Le dépositaire des cultures et des traditions
Cette exposition-anniversaire consacre le retour de Romuald Hazoumé dans cette salle d’exposition, 10 ans après. Il a accompagné la Fondation depuis sa création, prodiguant conseils et remarques jusqu’à aujourd’hui.
« Aré », le nom de l’exposition, est un mot Yoruba, une ethnie présente notamment au Nigeria et au Bénin, qui désigne celui qui était dépositaire des cultures et des traditions dans le royaume et qui les transmettait en formant d’autres « Aré ». Elle est empreinte d’un message politique fort qui caractérise le travail de Romuald Hazoumé.
« Pantalonnade » de Romuald Hazoumé qui symbolise l’affaire Talon (Crédit photo: Frédéric Schneider)
La première œuvre exposée donne le ton : « Pantalonnade ». A l’aide d’un masque en bidon, le matériel qu’il utilise le plus et qui l’a rendu célèbre, il a voulu symboliser « l’affaire Talon », du nom du richissime homme d’affaire, ancien financier de Boni Yayi, qui a finalement été accusé d’avoir voulu l’empoisonner, en 2012. Des talons de chaussure sont visibles sur le masque.
« Mongouv.com » de Romuald Hazoumé (Crédit photo: Frédéric Schneider)
Une deuxième œuvre intitulée « Mongouv.com » fait uniquement d’assemblage de bidons, veut montrer le peuple menaçant et imposant qui regarde le gouvernement isolé pour dénoncer la gabegie qui règne au sein de la politique au Bénin.
Une autre œuvre encore intitulée « TranshumEnts » dénonce la « transhumance » au sein de l’Assemblée nationale au Bénin.
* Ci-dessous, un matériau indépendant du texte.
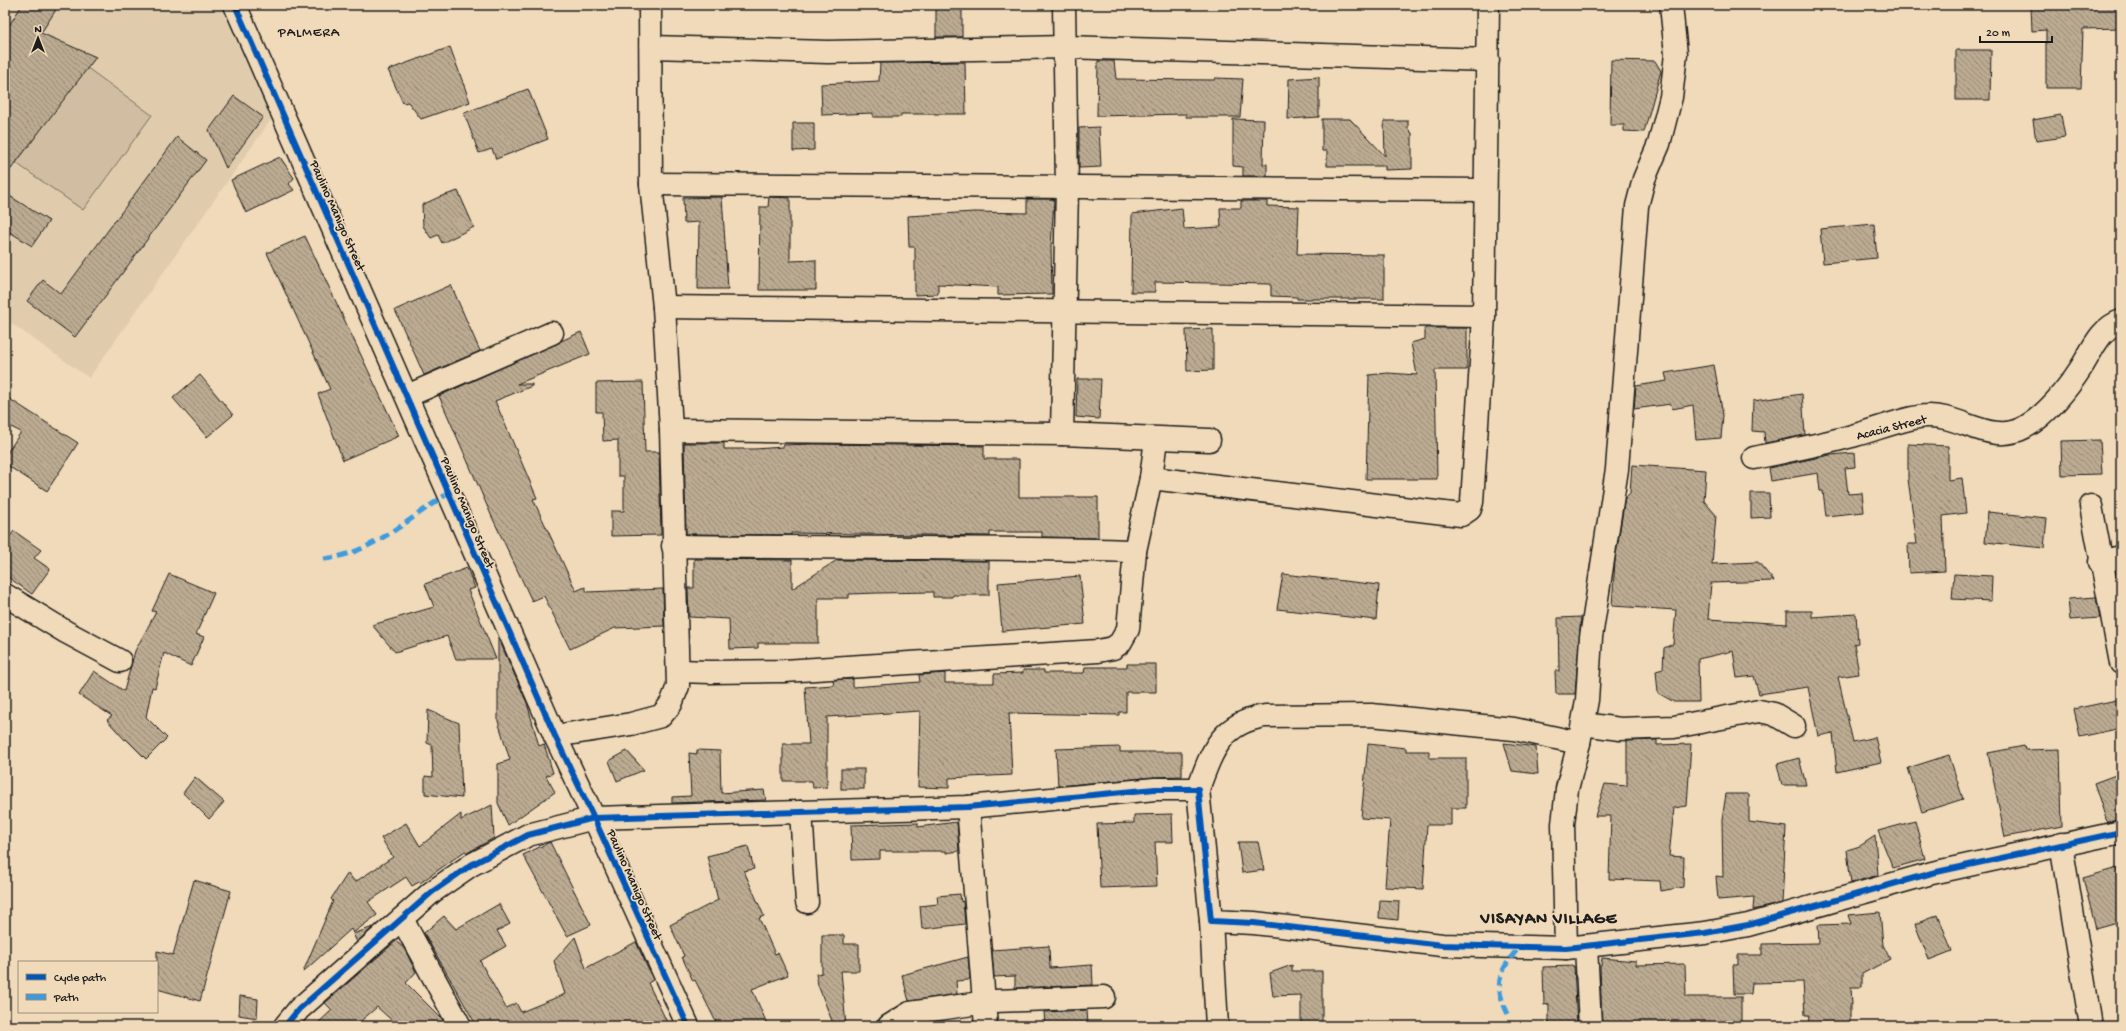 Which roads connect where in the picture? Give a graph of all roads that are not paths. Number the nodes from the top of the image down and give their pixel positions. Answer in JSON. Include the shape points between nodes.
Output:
{"nodes":[{"id":1,"x":235,"y":5,"type":"edge"},
{"id":2,"x":650,"y":5,"type":"edge"},
{"id":3,"x":1064,"y":5,"type":"edge"},
{"id":4,"x":1488,"y":5,"type":"edge"},
{"id":5,"x":1670,"y":5,"type":"edge"},
{"id":6,"x":651,"y":47,"type":"junction"},
{"id":7,"x":1065,"y":47,"type":"junction"},
{"id":8,"x":1488,"y":60,"type":"junction"},
{"id":9,"x":651,"y":184,"type":"junction"},
{"id":10,"x":1067,"y":188,"type":"junction"},
{"id":11,"x":1485,"y":190,"type":"junction"},
{"id":12,"x":664,"y":307,"type":"junction"},
{"id":13,"x":1063,"y":312,"type":"junction"},
{"id":14,"x":1484,"y":316,"type":"junction"},
{"id":15,"x":2121,"y":321,"type":"edge"},
{"id":16,"x":552,"y":333,"type":"dead end"},
{"id":17,"x":407,"y":396,"type":"junction"},
{"id":18,"x":671,"y":430,"type":"junction"},
{"id":19,"x":1062,"y":434,"type":"junction"},
{"id":20,"x":1156,"y":439,"type":"junction"},
{"id":21,"x":1209,"y":440,"type":"dead end"},
{"id":22,"x":1754,"y":458,"type":"dead end"},
{"id":23,"x":1151,"y":478,"type":"junction"},
{"id":24,"x":2091,"y":506,"type":"dead end"},
{"id":25,"x":674,"y":546,"type":"junction"},
{"id":26,"x":1135,"y":551,"type":"junction"},
{"id":27,"x":2121,"y":557,"type":"edge"},
{"id":28,"x":2100,"y":562,"type":"junction"},
{"id":29,"x":5,"y":595,"type":"edge"},
{"id":30,"x":120,"y":661,"type":"dead end"},
{"id":31,"x":2121,"y":663,"type":"edge"},
{"id":32,"x":678,"y":671,"type":"junction"},
{"id":33,"x":1794,"y":726,"type":"dead end"},
{"id":34,"x":1581,"y":734,"type":"junction"},
{"id":35,"x":555,"y":736,"type":"junction"},
{"id":36,"x":1198,"y":789,"type":"junction"},
{"id":37,"x":968,"y":807,"type":"junction"},
{"id":38,"x":801,"y":812,"type":"junction"},
{"id":39,"x":594,"y":818,"type":"junction"},
{"id":40,"x":2121,"y":832,"type":"edge"},
{"id":41,"x":2061,"y":844,"type":"junction"},
{"id":42,"x":807,"y":902,"type":"dead end"},
{"id":43,"x":402,"y":919,"type":"junction"},
{"id":44,"x":1211,"y":921,"type":"junction"},
{"id":45,"x":1576,"y":947,"type":"junction"},
{"id":46,"x":1104,"y":998,"type":"dead end"},
{"id":47,"x":986,"y":1002,"type":"junction"},
{"id":48,"x":285,"y":1026,"type":"edge"},
{"id":49,"x":460,"y":1026,"type":"edge"},
{"id":50,"x":688,"y":1026,"type":"edge"},
{"id":51,"x":889,"y":1026,"type":"edge"},
{"id":52,"x":986,"y":1026,"type":"edge"},
{"id":53,"x":1217,"y":1026,"type":"edge"},
{"id":54,"x":1590,"y":1026,"type":"edge"},
{"id":55,"x":2091,"y":1026,"type":"edge"}],
"edges":[{"from":1,"to":17,"type":"street","name":"Paulino Manigo Street"},
{"from":2,"to":6,"type":"street"},
{"from":3,"to":7,"type":"street"},
{"from":4,"to":8,"type":"street"},
{"from":5,"to":34,"type":"street","via":[[1676,54],[1671,97],[1659,144],[1644,179],[1637,206],[1617,469],[1590,637],[1589,684]]},
{"from":6,"to":7,"type":"street","via":[[828,52]]},
{"from":6,"to":9,"type":"street"},
{"from":7,"to":8,"type":"street"},
{"from":7,"to":10,"type":"street"},
{"from":8,"to":11,"type":"street"},
{"from":9,"to":10,"type":"street"},
{"from":9,"to":12,"type":"street"},
{"from":10,"to":11,"type":"street"},
{"from":10,"to":13,"type":"street"},
{"from":11,"to":14,"type":"street"},
{"from":12,"to":13,"type":"street"},
{"from":12,"to":18,"type":"street"},
{"from":13,"to":14,"type":"street"},
{"from":13,"to":19,"type":"street"},
{"from":14,"to":23,"type":"street","via":[[1472,502],[1470,509],[1461,515]]},
{"from":15,"to":22,"type":"street","name":"Acacia Street","via":[[2113,324],[2098,339],[2054,404],[2025,427],[1997,434],[1928,415],[1852,436]]},
{"from":16,"to":17,"type":"street"},
{"from":17,"to":35,"type":"street","name":"Paulino Manigo Street"},
{"from":18,"to":19,"type":"street"},
{"from":18,"to":25,"type":"street"},
{"from":19,"to":20,"type":"street"},
{"from":20,"to":21,"type":"street"},
{"from":20,"to":23,"type":"street"},
{"from":23,"to":26,"type":"street"},
{"from":24,"to":28,"type":"street"},
{"from":25,"to":26,"type":"street","via":[[909,549],[973,547]]},
{"from":25,"to":32,"type":"street"},
{"from":26,"to":32,"type":"street","via":[[1128,630],[1120,643],[1113,648],[784,671]]},
{"from":27,"to":28,"type":"street"},
{"from":28,"to":31,"type":"street"},
{"from":29,"to":30,"type":"street"},
{"from":32,"to":35,"type":"street","via":[[678,686],[674,697],[667,711],[661,716],[631,724]]},
{"from":33,"to":34,"type":"street","via":[[1774,714],[1759,711],[1674,727],[1620,729]]},
{"from":34,"to":36,"type":"street","via":[[1371,715],[1249,718],[1235,726],[1220,740]]},
{"from":34,"to":45,"type":"street","via":[[1567,789],[1563,824]]},
{"from":35,"to":39,"type":"street","name":"Paulino Manigo Street"},
{"from":36,"to":37,"type":"street","via":[[1154,789]]},
{"from":36,"to":44,"type":"street"},
{"from":37,"to":38,"type":"street"},
{"from":37,"to":47,"type":"street"},
{"from":38,"to":39,"type":"street"},
{"from":38,"to":42,"type":"street"},
{"from":39,"to":43,"type":"street","via":[[528,835],[471,864],[432,892]]},
{"from":39,"to":50,"type":"street","name":"Paulino Manigo Street"},
{"from":40,"to":41,"type":"street"},
{"from":41,"to":45,"type":"street","via":[[1932,873],[1748,925],[1706,933]]},
{"from":41,"to":55,"type":"street"},
{"from":43,"to":48,"type":"street","via":[[299,1009]]},
{"from":43,"to":49,"type":"street"},
{"from":44,"to":45,"type":"street","via":[[1442,945]]},
{"from":44,"to":53,"type":"street"},
{"from":45,"to":54,"type":"street"},
{"from":46,"to":47,"type":"street"},
{"from":47,"to":51,"type":"street","via":[[910,1012]]},
{"from":47,"to":52,"type":"street"}]} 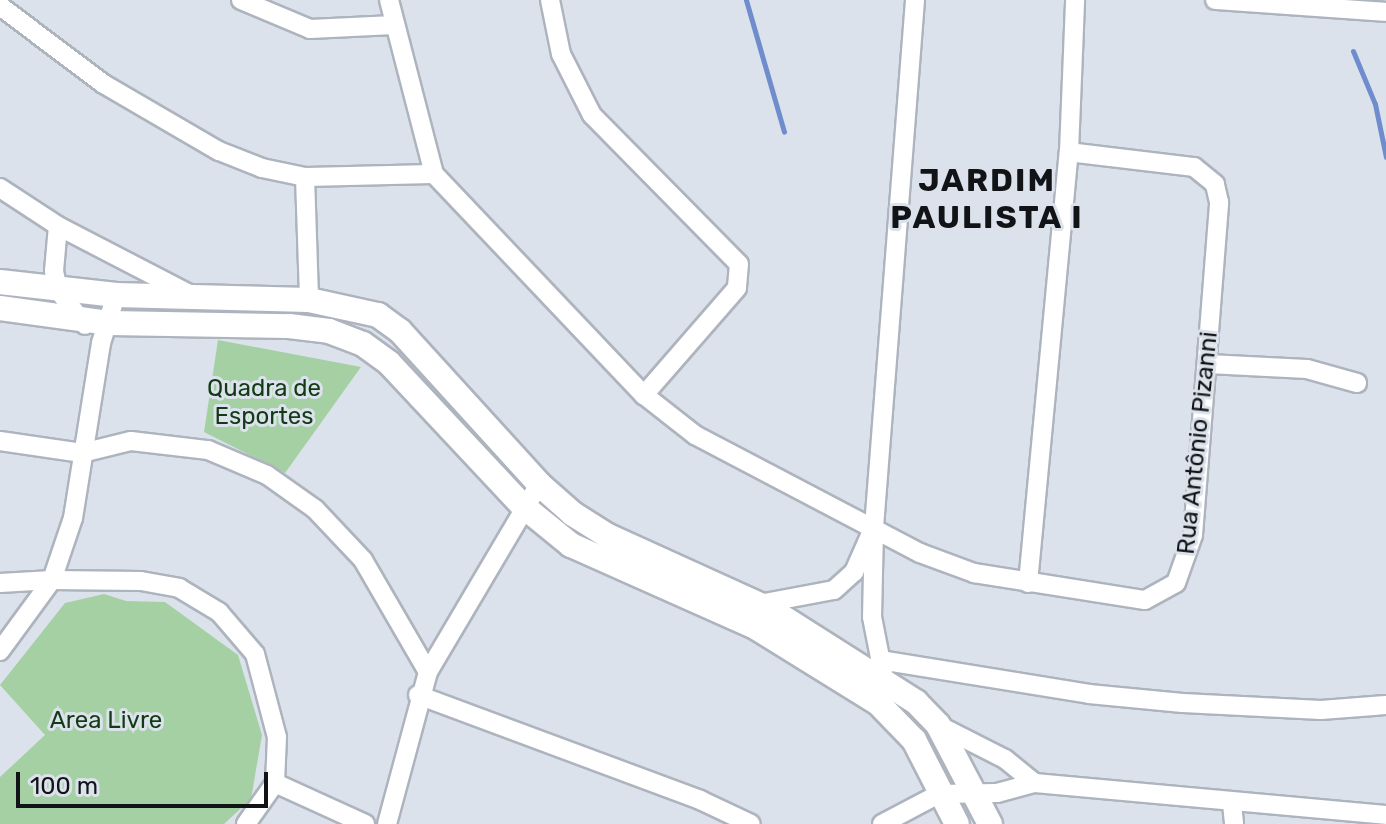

Ce phénomène désigne les changements de partis de certains députés en cours de mandat, en fonction des élections, alimentés par la circulation de sommes importantes d’argent.
« TranshumEnts », de Romuald Hazoumé (Crédit photo: Frédéric Schneider)
« L’art dit la vérité. C’est une partie de nous qu’on expose. Si on n’a rien à dire, on n’a rien à faire dans ce milieu-là », justifie Romuald Hazoumé[[Interview de Romuald Hazoumé qu’il accorde à RFI. Url: qui s’insurge contre la vision occidentale d’un continent pauvre. « L’art peut être source de développement. (…) Il faudrait que les politiques africains s’en rendent réellement compte, que leur culture soit la première source de développement pour leur peuple. », affirme-t-il.
Wakpon, le musée fait le mur
« C’était une évidence pour nous », explique Marie-Cécile Zinsou, au sujet de cette exposition anniversaire. En 10 ans, la Fondation a mis en œuvre quantité de projets. En plus d’un lieu d’exposition à Cotonou, elle a ouvert un des premiers musées d’art contemporain d’Afrique de l’Ouest à Ouidah. Près de six mini-bibliothèques pour les enfants ont été créées dans la capitale économique béninoise. Des programmes visant à rendre l’accès à certains musées du pays gratuits ont été mis en place. Des partenariats ont été signés avec près de 300 écoles afin de faciliter l’acheminement des enfants vers des lieux d’expositions à l’aide d’un bus acquis par la Fondation, en 2009.
« Osa Nla » de Romuald Hazoumé, du nom des des Dieux majeurs chez les Yorubas (Crédit photo: Frédéric Schneider)
La présidente de la Fondation ne compte pas s’arrêter là. Elle veut trouver le moyen de restaurer certains bâtiments du patrimoine béninois pour en faire des lieux d’expositions, comme cela a été fait à Ouidah : le musée Zinsou a été ouvert dans la Villa Adjavon de style afro-brésilien, héritage de l’histoire coloniale du Bénin. Marie-Cécile Zinsou veut aussi faire des nouvelles technologies africaines un des nouveaux axes de recherche de sa Fondation. Parallèlement à la nouvelle exposition, elle a dévoilé au public une nouvelle application inédite qui permet d’avoir accès aux œuvres du musée depuis un smartphone ou une tablette.